Great Trick -- Have a Treat!

This is Ember.

Bishop thinks she is "boooo-ti-ful." That still didn't stop him from trying to eat her simply because Tinkerbell wanted to -- collective hysteria and all.

Ember belongs to our daughter, Christine; when Christine and her family come for a visit, so does Ember. This visit I've had an opportunity to do some work with her (Ember, not Christine -- that horse has left the barn). She's a great dog, a quick study, and she's incredibly smart. As with most dogs, treats are the perfect motivator for Ember. I help her to execute a new command as I give it, and then I treat her. With enough patience and repetition, she reaches the point at which I only need to say the command, and she will obey. Eventually, she should get to the point I will be able to nix the treat and simply give her accolades and scratches as a reward. Should she begin ignoring or even disobeying the command, training will resume, the treat will reappear until she "gets it" again.

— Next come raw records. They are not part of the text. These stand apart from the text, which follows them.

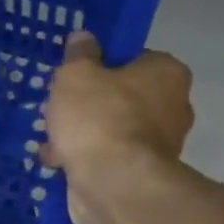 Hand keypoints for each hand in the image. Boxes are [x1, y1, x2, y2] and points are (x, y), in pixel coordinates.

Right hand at [41, 31, 193, 223]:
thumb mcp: (77, 74)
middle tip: (59, 108)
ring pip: (112, 130)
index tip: (76, 76)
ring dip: (83, 134)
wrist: (113, 185)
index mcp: (167, 73)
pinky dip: (86, 160)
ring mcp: (160, 146)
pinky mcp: (141, 177)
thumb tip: (83, 38)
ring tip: (51, 139)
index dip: (102, 65)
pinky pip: (108, 159)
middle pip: (123, 96)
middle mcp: (172, 107)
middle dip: (90, 104)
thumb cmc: (99, 118)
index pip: (135, 58)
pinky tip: (58, 163)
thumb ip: (79, 54) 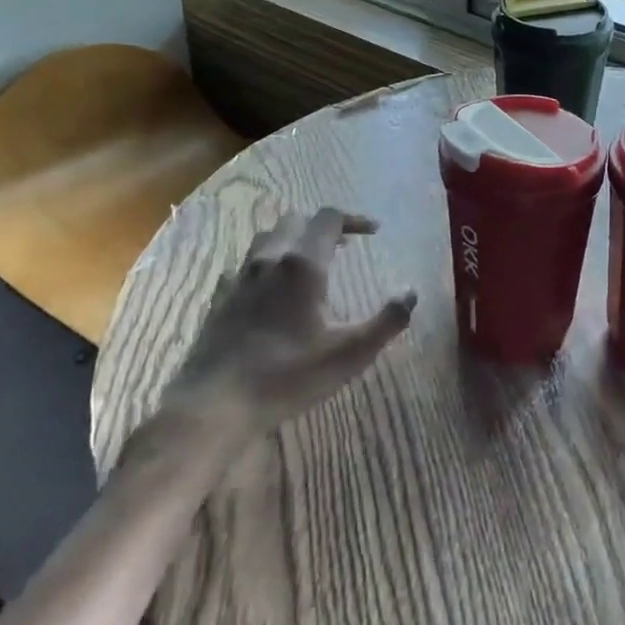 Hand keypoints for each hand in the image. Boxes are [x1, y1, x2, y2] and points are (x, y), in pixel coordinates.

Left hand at [133, 208, 414, 465]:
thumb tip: (411, 293)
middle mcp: (269, 260)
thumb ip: (386, 321)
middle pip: (295, 221)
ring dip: (292, 241)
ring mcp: (239, 278)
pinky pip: (245, 266)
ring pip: (267, 239)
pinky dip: (265, 266)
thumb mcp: (349, 354)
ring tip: (310, 264)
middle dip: (322, 227)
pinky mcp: (218, 299)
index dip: (354, 219)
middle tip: (343, 247)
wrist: (213, 406)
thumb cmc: (287, 376)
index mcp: (302, 265)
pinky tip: (270, 291)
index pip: (329, 218)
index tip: (373, 232) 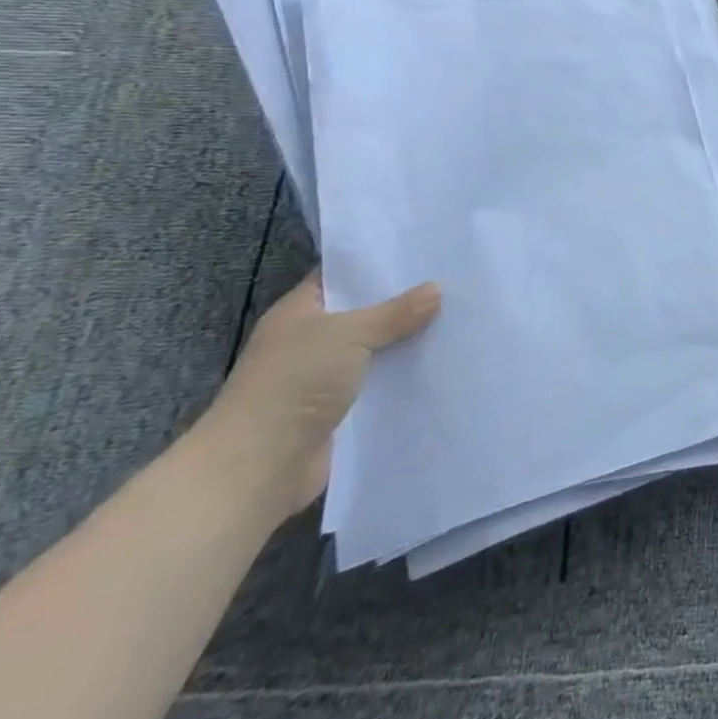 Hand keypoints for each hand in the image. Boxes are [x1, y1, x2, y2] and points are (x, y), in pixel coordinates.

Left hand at [191, 271, 439, 524]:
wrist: (258, 468)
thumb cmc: (293, 384)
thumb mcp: (348, 334)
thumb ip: (394, 312)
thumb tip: (435, 289)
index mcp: (299, 312)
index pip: (341, 276)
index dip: (377, 263)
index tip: (423, 250)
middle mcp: (310, 340)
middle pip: (365, 312)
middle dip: (404, 302)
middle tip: (453, 281)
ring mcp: (325, 377)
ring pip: (377, 349)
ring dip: (408, 341)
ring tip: (459, 318)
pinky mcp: (341, 410)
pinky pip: (381, 383)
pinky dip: (404, 376)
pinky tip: (442, 362) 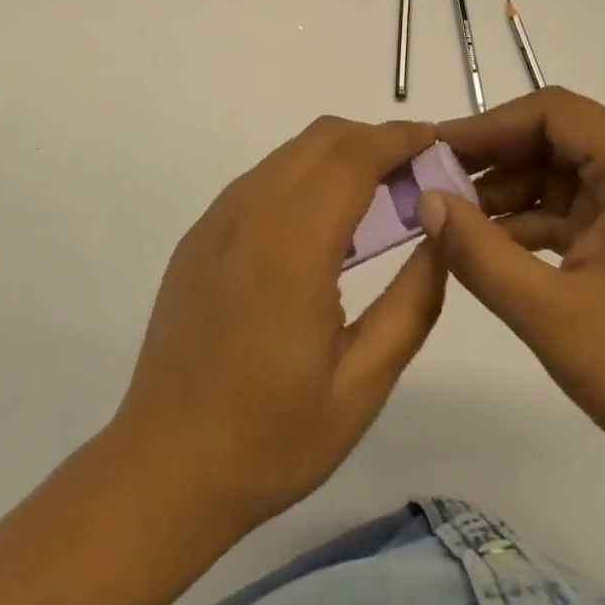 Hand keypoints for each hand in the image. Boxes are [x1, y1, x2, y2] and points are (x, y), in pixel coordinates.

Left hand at [113, 117, 447, 536]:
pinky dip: (303, 178)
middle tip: (412, 176)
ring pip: (289, 154)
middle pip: (321, 139)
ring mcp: (217, 219)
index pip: (352, 156)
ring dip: (338, 157)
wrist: (164, 466)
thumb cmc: (271, 436)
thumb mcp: (362, 384)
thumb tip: (440, 237)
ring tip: (375, 200)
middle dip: (372, 140)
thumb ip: (411, 303)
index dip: (397, 138)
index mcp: (292, 244)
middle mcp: (250, 212)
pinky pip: (261, 180)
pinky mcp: (200, 235)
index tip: (433, 141)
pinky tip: (320, 229)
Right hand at [419, 88, 604, 494]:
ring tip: (454, 221)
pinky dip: (535, 223)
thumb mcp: (552, 315)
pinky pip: (579, 210)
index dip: (489, 125)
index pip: (554, 113)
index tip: (437, 150)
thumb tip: (425, 201)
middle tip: (436, 184)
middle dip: (495, 159)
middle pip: (558, 138)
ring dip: (510, 194)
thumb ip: (480, 252)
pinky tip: (494, 248)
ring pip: (564, 175)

This is by no means a dog training blog, so why bore you with all that? Psalm 44. I was reading it this morning. There are psalms that encourage, talk about repentance, rejoice, call for retribution, even cry and whine; but most times the crying and whining are followed by lifting up your eyes to heaven, where help is found. Not here. This one is straight up: "Wake up! We're falling apart down here! What are You doing?!"

I've felt that way. If you've walked with Jesus for more than a week or so, I think you've felt that way. It's tough to live in a broken, corrupt, mortal and messed up world, to serve and rely on Someone you can't look in the eye or wrap your arms around, to be ridiculed and demeaned for it, to wait for promised relief on that Someone's timetable, to watch others whose methods and morals are questionable get ahead, to just be tired of sticking with it. Almost like Ember, we have been conditioned; conditioned to believe "nice guys finish last."

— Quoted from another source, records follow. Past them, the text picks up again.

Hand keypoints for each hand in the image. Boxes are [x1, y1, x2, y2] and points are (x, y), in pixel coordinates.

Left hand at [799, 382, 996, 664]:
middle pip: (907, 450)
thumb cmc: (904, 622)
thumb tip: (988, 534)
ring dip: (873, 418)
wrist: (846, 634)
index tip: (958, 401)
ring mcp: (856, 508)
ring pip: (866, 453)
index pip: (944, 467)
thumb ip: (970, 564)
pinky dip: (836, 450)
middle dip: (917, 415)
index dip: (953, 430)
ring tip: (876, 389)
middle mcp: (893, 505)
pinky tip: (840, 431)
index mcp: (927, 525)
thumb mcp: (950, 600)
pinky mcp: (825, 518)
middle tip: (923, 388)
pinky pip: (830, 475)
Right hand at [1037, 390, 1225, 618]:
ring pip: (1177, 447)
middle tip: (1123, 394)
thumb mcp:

Years ago, my employer rewarded people who finished their jobs in less than the allotted time. These days, they use those people to cover the work of others who refuse to do what's required even when using all the time given them. The world no longer recognizes honesty as a virtue: honestly reporting your hours on your timecard is a good way to have your job eliminated, or get written up for not taking a lunch. Sex sells, and "feel good" stories are relegated to page six. Controversy and gossip are what gets attention; helpfulness and grace are a big snore. When we go through tough times, we might consider casting all of this virtue stuff to the wind, and getting along the way everyone else does. This is the world we live in, and this is the behavior the world teaches.

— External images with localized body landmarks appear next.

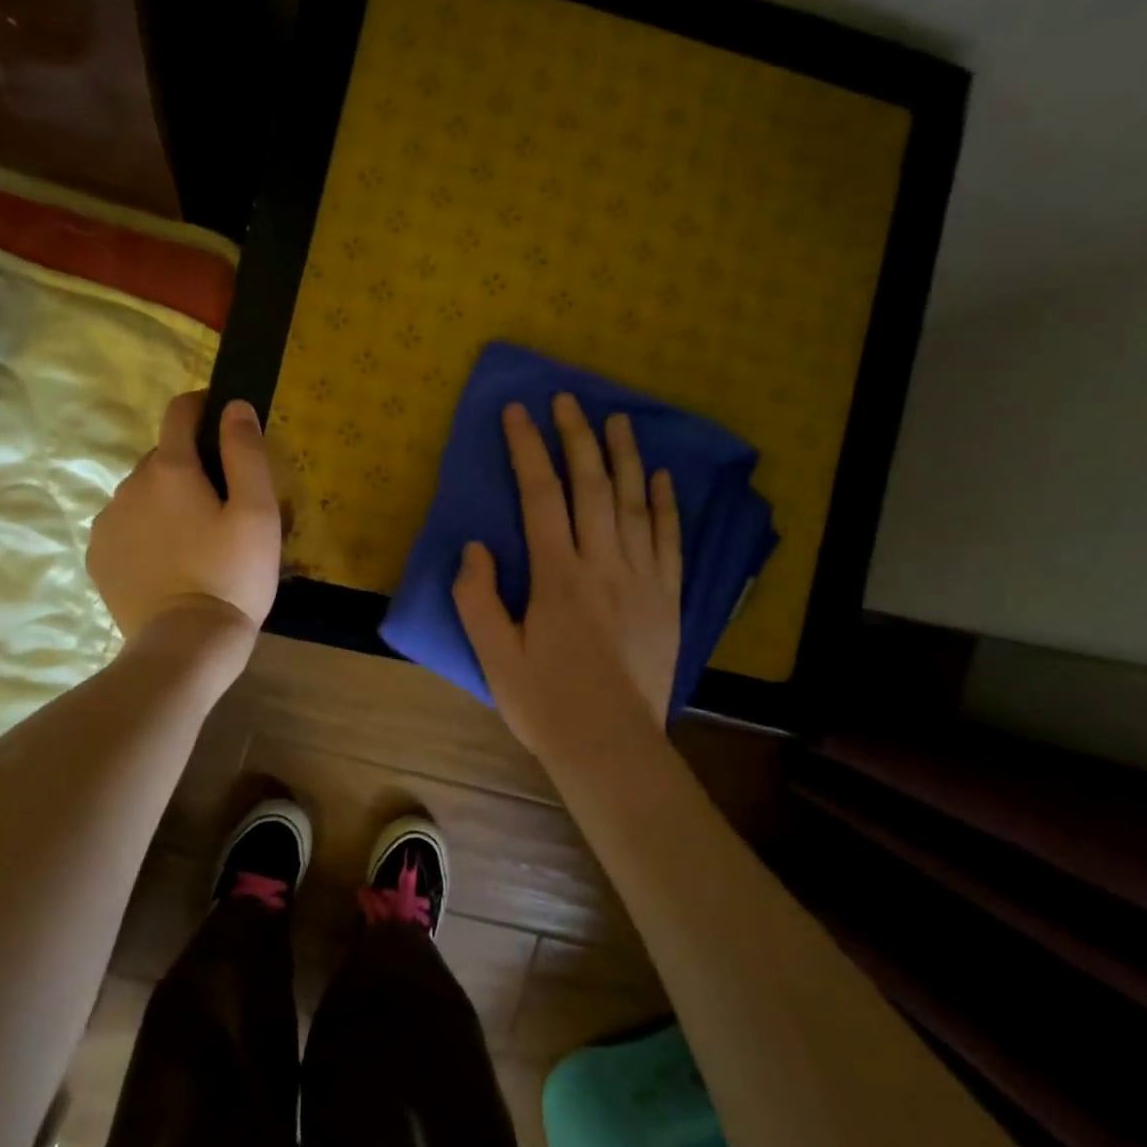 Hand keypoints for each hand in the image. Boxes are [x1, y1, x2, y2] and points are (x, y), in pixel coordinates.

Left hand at [87, 392, 281, 643]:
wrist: (186, 644)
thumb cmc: (232, 575)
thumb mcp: (258, 512)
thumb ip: (246, 453)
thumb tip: (234, 406)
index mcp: (171, 469)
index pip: (180, 412)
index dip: (202, 405)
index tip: (222, 417)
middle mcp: (130, 485)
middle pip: (163, 456)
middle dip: (191, 465)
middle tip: (223, 502)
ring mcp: (108, 522)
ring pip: (143, 493)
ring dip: (167, 499)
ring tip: (196, 538)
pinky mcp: (99, 556)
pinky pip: (125, 525)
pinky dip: (146, 529)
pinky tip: (169, 560)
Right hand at [452, 395, 681, 759]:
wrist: (612, 747)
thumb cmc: (546, 703)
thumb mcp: (494, 656)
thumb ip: (478, 598)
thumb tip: (476, 546)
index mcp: (558, 577)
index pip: (540, 496)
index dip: (528, 449)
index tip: (518, 412)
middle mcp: (603, 565)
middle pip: (591, 486)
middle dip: (576, 437)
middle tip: (567, 400)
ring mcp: (643, 579)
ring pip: (634, 503)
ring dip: (624, 457)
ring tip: (616, 419)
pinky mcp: (669, 598)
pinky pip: (670, 540)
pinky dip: (665, 505)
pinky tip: (662, 477)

When I read this psalm this morning, I thought too, about the way we expect God to act. Ember does a trick, Ember gets a treat. We understand positive reinforcement; we use it on our pets, our children, maybe even our spouses... We almost expect God to be like some Trainer in the sky. We do a good thing, we want to see the benefit of it. What keeps us on a diet? We step on the scale and we see results; the guy in the office down the hall suddenly begins to take notice. But we hit a plateau, or you meet his smokin' hot girlfriend, and we're grabbing for the Chunky Monkey with one hand, holding a bag of Doritos in the other. Positive reinforcement is a part of how we live and learn.

But faith is work. God has never hidden that from us: "These things I have spoken to you, that in Me you may have peace. In the world you will have tribulation; but be of good cheer, I have overcome the world.” (John 16:33) As long as we are in the world we will have trouble; we will be tested; we will grieve and hurt. But resting in Our Savior, Our Father, Our Comforter, we can have peace.